## Work to be completed
Exact retyping of the data: please keep every word and drop each picture.

───── Exercise data

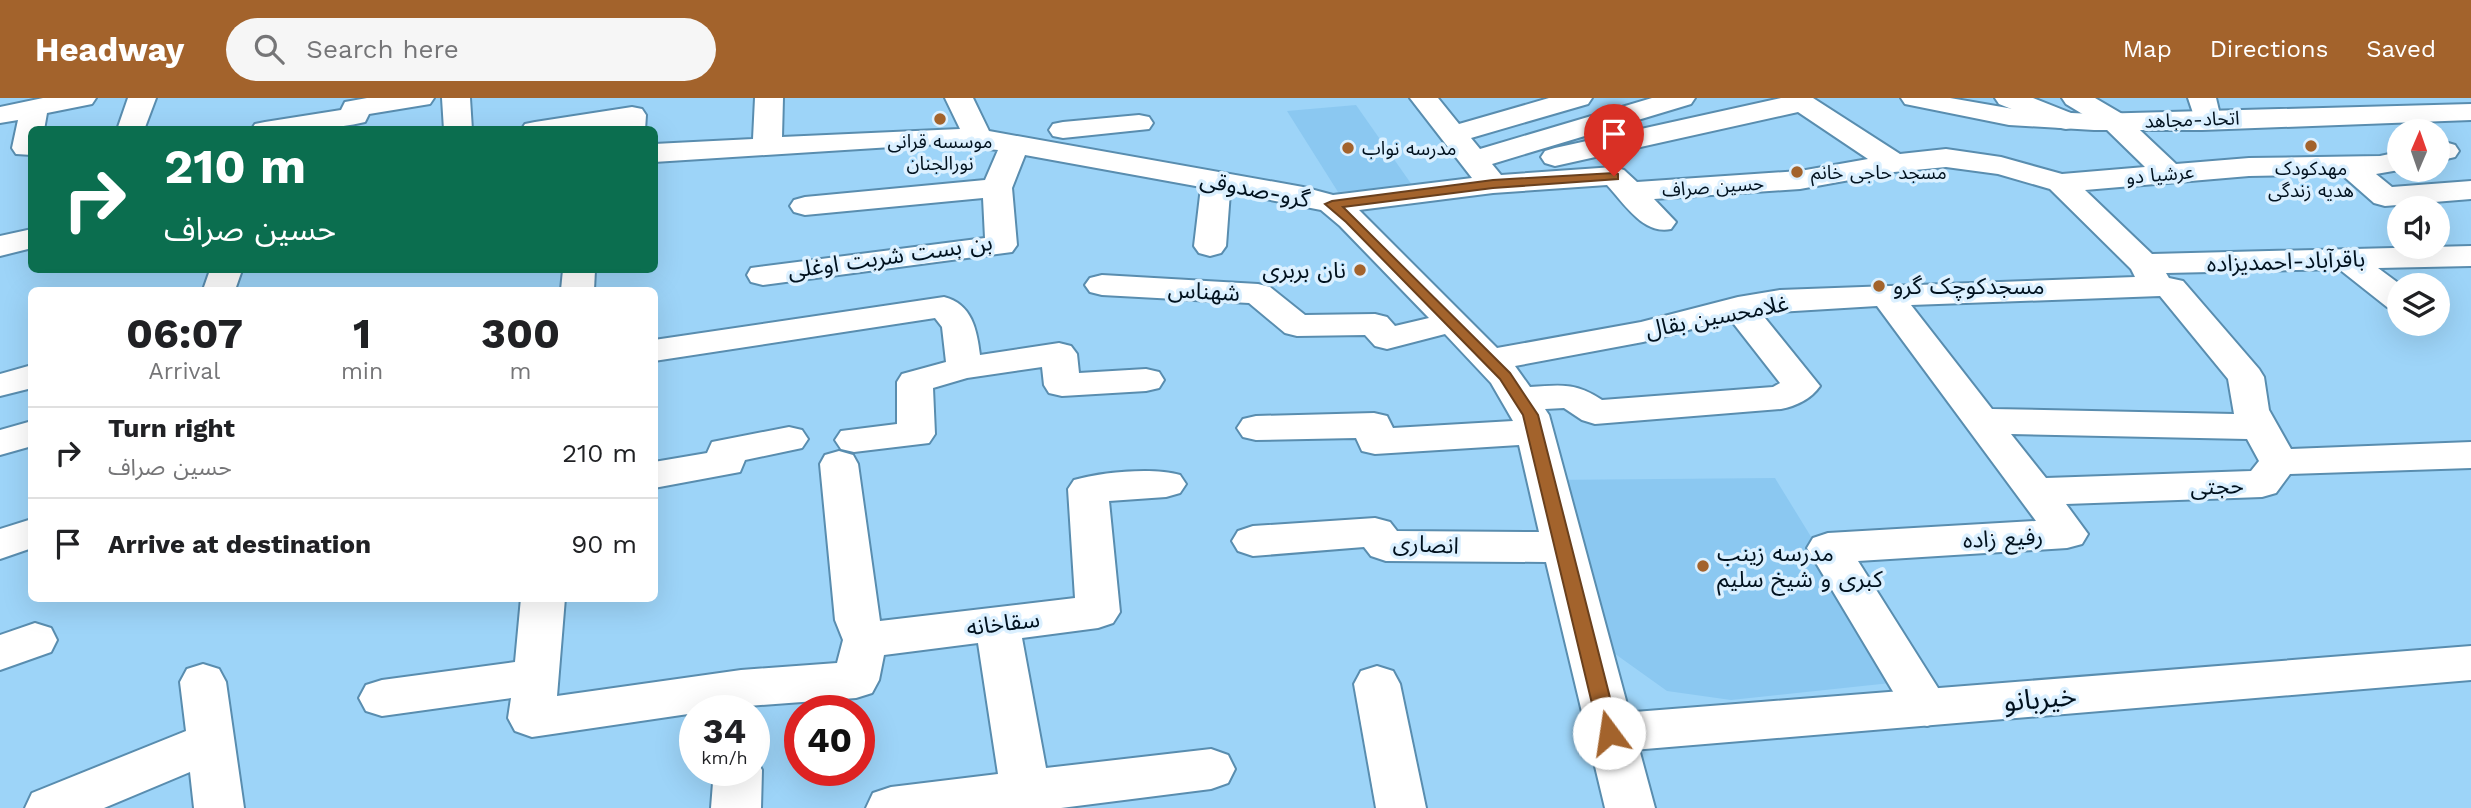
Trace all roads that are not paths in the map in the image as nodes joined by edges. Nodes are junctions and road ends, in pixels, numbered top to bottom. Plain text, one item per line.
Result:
1 (4, 98) edge
2 (82, 98) edge
3 (142, 98) edge
4 (420, 98) edge
5 (456, 98) edge
6 (769, 98) edge
7 (959, 98) edge
8 (1122, 98) edge
9 (1424, 98) edge
10 (1578, 98) edge
11 (1681, 98) edge
12 (1915, 98) edge
13 (2014, 99) edge
14 (1799, 100) edge
15 (0, 106) edge
16 (34, 108) junction
17 (2205, 108) edge
18 (2071, 109) edge
19 (2468, 114) edge
20 (0, 115) edge
21 (2114, 121) junction
22 (1139, 123) junction
23 (30, 126) edge
24 (132, 126) edge
25 (291, 126) edge
26 (458, 126) edge
27 (561, 126) edge
28 (631, 126) edge
29 (1063, 130) dead end
30 (1455, 134) junction
31 (28, 138) edge
32 (978, 138) junction
33 (1015, 145) junction
34 (767, 146) junction
35 (26, 148) dead end
36 (658, 153) edge
37 (1555, 157) dead end
38 (1475, 160) junction
39 (1894, 163) junction
40 (2387, 164) edge
41 (2348, 165) junction
42 (1134, 166) junction
43 (845, 172) junction
44 (2168, 173) junction
45 (1216, 181) junction
46 (2061, 183) junction
47 (1493, 184) junction
48 (997, 188) junction
49 (2471, 190) edge
50 (1629, 192) junction
51 (1332, 204) junction
52 (805, 206) dead end
53 (1660, 222) dead end
54 (28, 239) edge
55 (0, 246) edge
56 (1210, 246) dead end
57 (2471, 256) edge
58 (2347, 259) junction
59 (763, 275) dead end
60 (2150, 275) junction
61 (1102, 285) dead end
62 (2387, 291) edge
63 (1887, 297) junction
64 (1738, 307) junction
65 (1452, 322) junction
66 (658, 350) edge
67 (1489, 360) junction
68 (964, 368) junction
69 (28, 377) edge
70 (1146, 380) dead end
71 (0, 385) edge
72 (1527, 415) junction
73 (1982, 421) junction
74 (2259, 427) junction
75 (1256, 428) dead end
76 (28, 434) edge
77 (789, 439) dead end
78 (0, 443) edge
79 (2471, 454) edge
80 (2279, 462) junction
81 (658, 474) edge
82 (1166, 484) dead end
83 (2036, 492) junction
84 (28, 534) edge
85 (1253, 541) dead end
86 (0, 544) edge
87 (1563, 547) junction
88 (543, 602) edge
89 (997, 624) junction
90 (865, 640) junction
91 (2471, 663) edge
92 (535, 669) junction
93 (203, 682) dead end
94 (1377, 684) dead end
95 (764, 695) edge
96 (382, 698) dead end
97 (679, 705) edge
98 (1927, 708) junction
99 (1609, 733) junction
100 (211, 742) junction
101 (1211, 769) dead end
102 (737, 786) edge
103 (1026, 793) junction
104 (50, 808) edge
105 (219, 808) edge
106 (736, 808) edge
107 (891, 808) edge
108 (1401, 808) edge
109 (1630, 808) edge

1 - 15 street
2 - 16 street
3 - 24 street
4 - 25 street
5 - 26 street
6 - 34 street
7 - 32 street
8 - 22 street
9 - 30 street
10 - 30 street
11 - 38 street
12 - 18 street, اتحاد-مجاهد
13 - 18 street
14 - 37 street
14 - 39 street
16 - 20 street
16 - 23 street
17 - 19 street, اتحاد-مجاهد
17 - 21 street, اتحاد-مجاهد
18 - 21 street, اتحاد-مجاهد
21 - 44 street
22 - 29 street
22 - 42 street
27 - 28 street
30 - 38 street
31 - 35 street
32 - 33 street, گرو-صدوقی
32 - 43 street, گرو-صدوقی
33 - 42 street, گرو-صدوقی
33 - 48 street, بن بست شربت اوغلی
34 - 36 street, گرو-صدوقی
34 - 43 street, گرو-صدوقی
38 - 47 street
39 - 46 street, حسین صراف
39 - 50 street, حسین صراف
40 - 41 street, عرشیا دو
41 - 44 street, عرشیا دو
41 - 49 street
42 - 45 street, گرو-صدوقی
43 - 48 street
43 - 52 street
44 - 46 street, عرشیا دو
45 - 51 street, گرو-صدوقی
45 - 56 street
46 - 60 street
47 - 50 street, حسین صراف
47 - 51 street, حسین صراف
48 - 59 street, بن بست شربت اوغلی
50 - 53 street
51 - 65 street, گرو-صدوقی
54 - 55 street
57 - 58 street, باقرآباد-احمدیزاده
58 - 60 street, باقرآباد-احمدیزاده
58 - 62 street
60 - 63 street, غلامحسین بقال
60 - 74 street
61 - 65 street, شهناس
63 - 64 street, غلامحسین بقال
63 - 73 street, رفیع زاده
64 - 67 street, غلامحسین بقال
64 - 72 street
65 - 67 street, گرو-صدوقی
66 - 68 street
67 - 72 street, گرو-صدوقی
68 - 70 street
68 - 90 street
69 - 71 street
72 - 75 street
72 - 87 street, گرو-صدوقی
73 - 74 street
73 - 83 street, رفیع زاده
74 - 80 street
76 - 78 street
77 - 81 street
79 - 80 street
80 - 83 street, حجتی
82 - 89 street, سقاخانه
83 - 98 street, رفیع زاده
84 - 86 street
85 - 87 street, انصاری
87 - 99 street, گرو-صدوقی
88 - 92 street
89 - 90 street, سقاخانه
89 - 103 street
90 - 95 street
91 - 98 street, خیربانو
92 - 96 street
92 - 97 street
93 - 100 street
94 - 108 street
98 - 99 street, خیربانو
99 - 109 street, گرو-صدوقی
100 - 104 street
100 - 105 street
101 - 103 street
102 - 106 street
103 - 107 street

──────────

## Task output
Trace all roads that are not paths in the map in the image as nodes joined by edges. Nodes are junctions and road ends, in pixels, numbered top to bottom. Plain text, one item per line.
Result:
1 (4, 98) edge
2 (82, 98) edge
3 (142, 98) edge
4 (420, 98) edge
5 (456, 98) edge
6 (769, 98) edge
7 (959, 98) edge
8 (1122, 98) edge
9 (1424, 98) edge
10 (1578, 98) edge
11 (1681, 98) edge
12 (1915, 98) edge
13 (2014, 99) edge
14 (1799, 100) edge
15 (0, 106) edge
16 (34, 108) junction
17 (2205, 108) edge
18 (2071, 109) edge
19 (2468, 114) edge
20 (0, 115) edge
21 (2114, 121) junction
22 (1139, 123) junction
23 (30, 126) edge
24 (132, 126) edge
25 (291, 126) edge
26 (458, 126) edge
27 (561, 126) edge
28 (631, 126) edge
29 (1063, 130) dead end
30 (1455, 134) junction
31 (28, 138) edge
32 (978, 138) junction
33 (1015, 145) junction
34 (767, 146) junction
35 (26, 148) dead end
36 (658, 153) edge
37 (1555, 157) dead end
38 (1475, 160) junction
39 (1894, 163) junction
40 (2387, 164) edge
41 (2348, 165) junction
42 (1134, 166) junction
43 (845, 172) junction
44 (2168, 173) junction
45 (1216, 181) junction
46 (2061, 183) junction
47 (1493, 184) junction
48 (997, 188) junction
49 (2471, 190) edge
50 (1629, 192) junction
51 (1332, 204) junction
52 (805, 206) dead end
53 (1660, 222) dead end
54 (28, 239) edge
55 (0, 246) edge
56 (1210, 246) dead end
57 (2471, 256) edge
58 (2347, 259) junction
59 (763, 275) dead end
60 (2150, 275) junction
61 (1102, 285) dead end
62 (2387, 291) edge
63 (1887, 297) junction
64 (1738, 307) junction
65 (1452, 322) junction
66 (658, 350) edge
67 (1489, 360) junction
68 (964, 368) junction
69 (28, 377) edge
70 (1146, 380) dead end
71 (0, 385) edge
72 (1527, 415) junction
73 (1982, 421) junction
74 (2259, 427) junction
75 (1256, 428) dead end
76 (28, 434) edge
77 (789, 439) dead end
78 (0, 443) edge
79 (2471, 454) edge
80 (2279, 462) junction
81 (658, 474) edge
82 (1166, 484) dead end
83 (2036, 492) junction
84 (28, 534) edge
85 (1253, 541) dead end
86 (0, 544) edge
87 (1563, 547) junction
88 (543, 602) edge
89 (997, 624) junction
90 (865, 640) junction
91 (2471, 663) edge
92 (535, 669) junction
93 (203, 682) dead end
94 (1377, 684) dead end
95 (764, 695) edge
96 (382, 698) dead end
97 (679, 705) edge
98 (1927, 708) junction
99 (1609, 733) junction
100 (211, 742) junction
101 (1211, 769) dead end
102 (737, 786) edge
103 (1026, 793) junction
104 (50, 808) edge
105 (219, 808) edge
106 (736, 808) edge
107 (891, 808) edge
108 (1401, 808) edge
109 (1630, 808) edge

1 - 15 street
2 - 16 street
3 - 24 street
4 - 25 street
5 - 26 street
6 - 34 street
7 - 32 street
8 - 22 street
9 - 30 street
10 - 30 street
11 - 38 street
12 - 18 street, اتحاد-مجاهد
13 - 18 street
14 - 37 street
14 - 39 street
16 - 20 street
16 - 23 street
17 - 19 street, اتحاد-مجاهد
17 - 21 street, اتحاد-مجاهد
18 - 21 street, اتحاد-مجاهد
21 - 44 street
22 - 29 street
22 - 42 street
27 - 28 street
30 - 38 street
31 - 35 street
32 - 33 street, گرو-صدوقی
32 - 43 street, گرو-صدوقی
33 - 42 street, گرو-صدوقی
33 - 48 street, بن بست شربت اوغلی
34 - 36 street, گرو-صدوقی
34 - 43 street, گرو-صدوقی
38 - 47 street
39 - 46 street, حسین صراف
39 - 50 street, حسین صراف
40 - 41 street, عرشیا دو
41 - 44 street, عرشیا دو
41 - 49 street
42 - 45 street, گرو-صدوقی
43 - 48 street
43 - 52 street
44 - 46 street, عرشیا دو
45 - 51 street, گرو-صدوقی
45 - 56 street
46 - 60 street
47 - 50 street, حسین صراف
47 - 51 street, حسین صراف
48 - 59 street, بن بست شربت اوغلی
50 - 53 street
51 - 65 street, گرو-صدوقی
54 - 55 street
57 - 58 street, باقرآباد-احمدیزاده
58 - 60 street, باقرآباد-احمدیزاده
58 - 62 street
60 - 63 street, غلامحسین بقال
60 - 74 street
61 - 65 street, شهناس
63 - 64 street, غلامحسین بقال
63 - 73 street, رفیع زاده
64 - 67 street, غلامحسین بقال
64 - 72 street
65 - 67 street, گرو-صدوقی
66 - 68 street
67 - 72 street, گرو-صدوقی
68 - 70 street
68 - 90 street
69 - 71 street
72 - 75 street
72 - 87 street, گرو-صدوقی
73 - 74 street
73 - 83 street, رفیع زاده
74 - 80 street
76 - 78 street
77 - 81 street
79 - 80 street
80 - 83 street, حجتی
82 - 89 street, سقاخانه
83 - 98 street, رفیع زاده
84 - 86 street
85 - 87 street, انصاری
87 - 99 street, گرو-صدوقی
88 - 92 street
89 - 90 street, سقاخانه
89 - 103 street
90 - 95 street
91 - 98 street, خیربانو
92 - 96 street
92 - 97 street
93 - 100 street
94 - 108 street
98 - 99 street, خیربانو
99 - 109 street, گرو-صدوقی
100 - 104 street
100 - 105 street
101 - 103 street
102 - 106 street
103 - 107 street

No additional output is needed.